An annual two-day ice fishing derby that draws thousands of people to Sebago Lake was canceled Saturday after seven people and numerous vehicles fell through thin ice.

All of the people who fell through the ice climbed out or were pulled out and there no reports of injuries or severe hypothermia, according to the Maine Warden Service and the derby’s organizer. The incidents happened in different areas around the lake, although the ice in Jordan Bay was especially unsafe, they said.

Several vehicles remained in the lake Saturday evening, including snowmobiles, ATVs and at least one pickup truck, officials said. The owners have 24 hours to get the vehicles out of the water under state law, said Deb Turcotte, spokeswoman for the Maine Warden Service.

”It’s unfortunate,” Turcotte said. ”This has been a tradition to have this ice fishing derby, and it helps so many local charities in the area.”

Last year, more than 4,000 people participated in the Maine Chevrolet Sebago Derby, which is the largest in the state and one of the largest in the country to take place on a single lake. Last year, the Sebago derby and a companion statewide derby raised more than $100,000 for charities such as Camp Sunshine, the Maine Children’s Cancer Fund, and the Good Shepherd Food Bank.

This year, because of poor ice conditions, about 1,000 people registered to participate, said Tom Noonan, the derby’s lead volunteer organizer. As of Friday evening, only about four people asked for refunds of their entry fee, which is $30 for an individual, he said.

Most participants are happy to help the charities, and all entrants are automatically eligible to take part in the statewide derby in two weeks, Noonan said.

This is the third year in 10 that Sebago Lake has had marginal ice for the derby. But the only other year the event was canceled was 2002.

A recent warm spell weakened the ice, and Saturday’s weather — sunny with a high of 49 degrees in Portland — made the situation even worse.

”We had a sudden change in ice conditions,” Noonan said. ”At 1 o’clock, we started seeing some rapid deterioration and so we called the derby off at 3 p.m.”

People fell through the ice in different parts of the lake, although Jordan Bay was especially hazardous, officials said.

Noonan said it’s not unusual for people or vehicles to fall in the water during the annual tournament when crossing pressure ridges that they should have avoided. In this case, however, the pressure ridges were becoming extremely dangerous and other areas also were becoming too thin, he said.
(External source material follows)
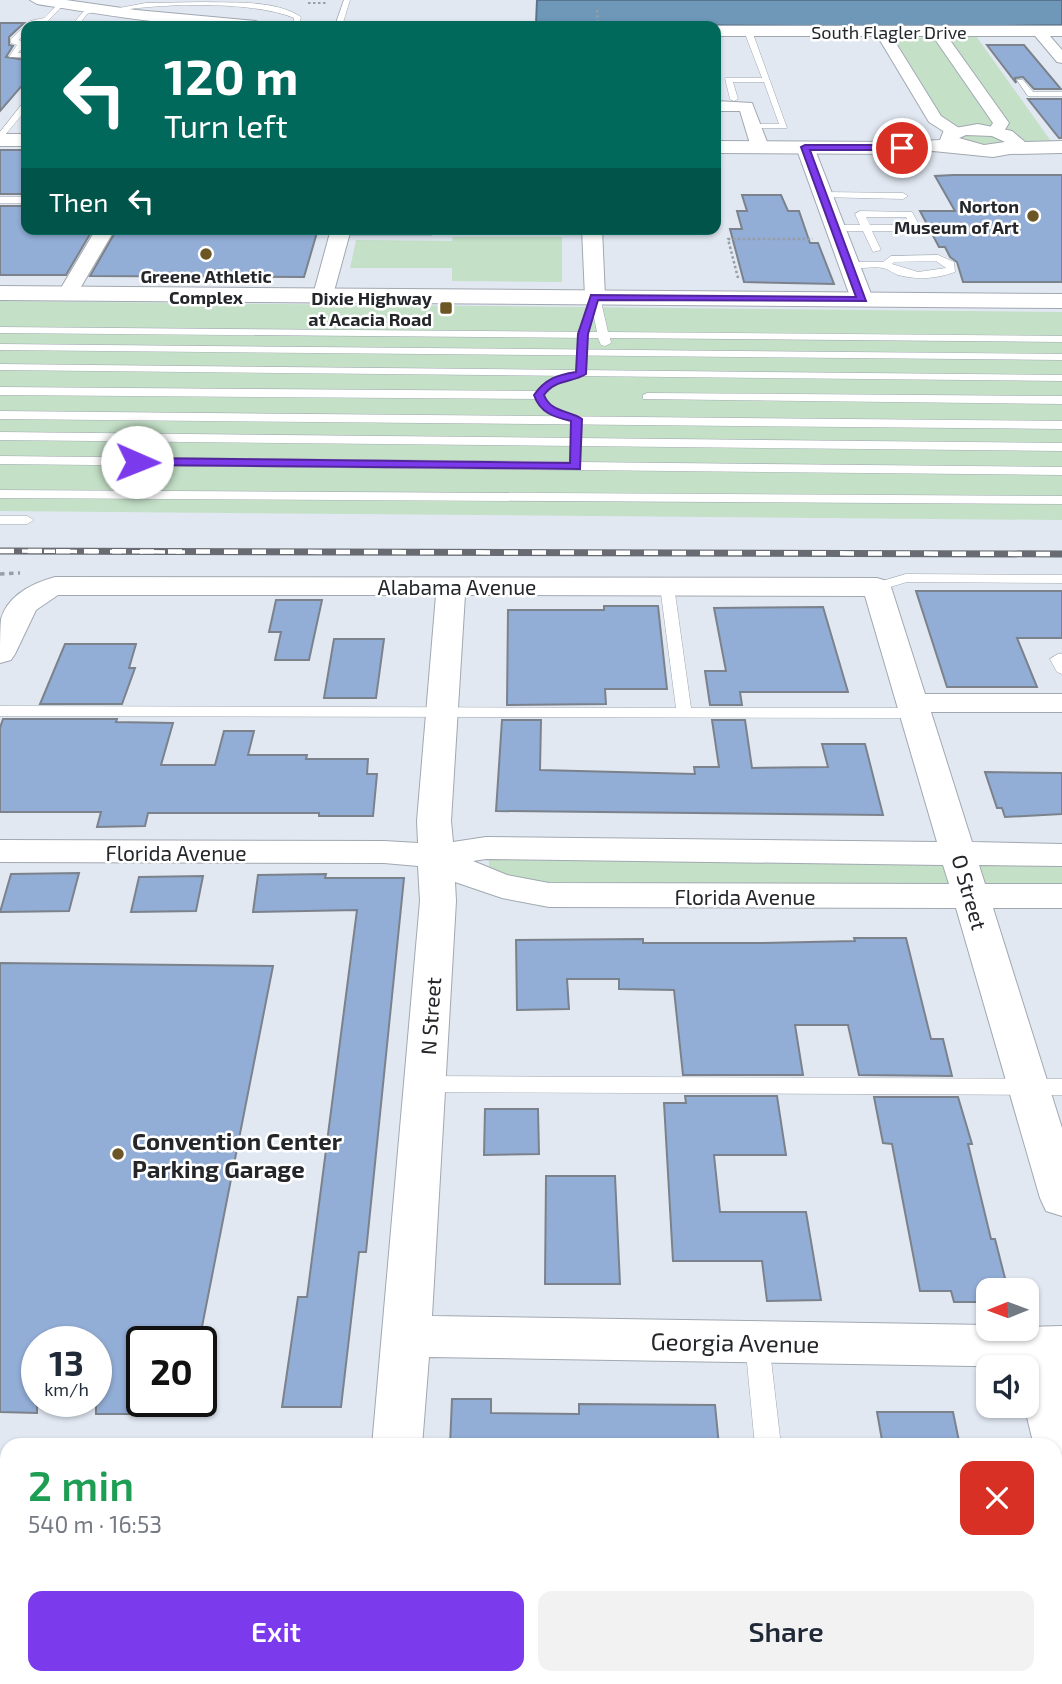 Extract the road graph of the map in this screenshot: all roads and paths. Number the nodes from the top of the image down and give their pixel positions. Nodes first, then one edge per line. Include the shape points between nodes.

”If you’re going to go through the ice, you want to do it at the derby,” he said. ”(The incidents) are all witnessed. People are there in second. We have airboats. We have divers. We have helicopters.”

Noonan praised the state game wardens for helping make sure no one was hurt. At least eight wardens and senior officers were patrolling Sebago Lake on Saturday.

The agency knew first-hand about the potential problems after a veteran warden plunged through the ice on Sebago on Friday afternoon while patrolling off Raymond Beach. He was quickly helped out of the lake, but his ATV sank in about 35 feet of water.

Divers with the Cumberland County Sheriff’s department helped retrieve the ATV on Saturday. The vehicle did not leak any fuel or oil and will be put back into service soon, Turcotte said.

Along with canceling the derby, the warden service warned against anyone venturing onto Sebago’s ice and said other lakes could be equally dangerous because of the warm weather.

”Anyone who wants to go out onto ice, particularly in southern Maine, should think twice before risking their lives and possibly the lives of others,” Maj. Gregg Sanborn, deputy chief game warden, said in a written statement.

Noonan said volunteers were posting signs at access points to the lake to make sure anyone who arrives today will know the derby is cancelled and the ice is unsafe.

He said the derbies clearly will not raise as much money for charities as they did last year. But, he said, the statewide derby was established for winters like this one. ”The statewide derby was implemented as a safety valve,” he said.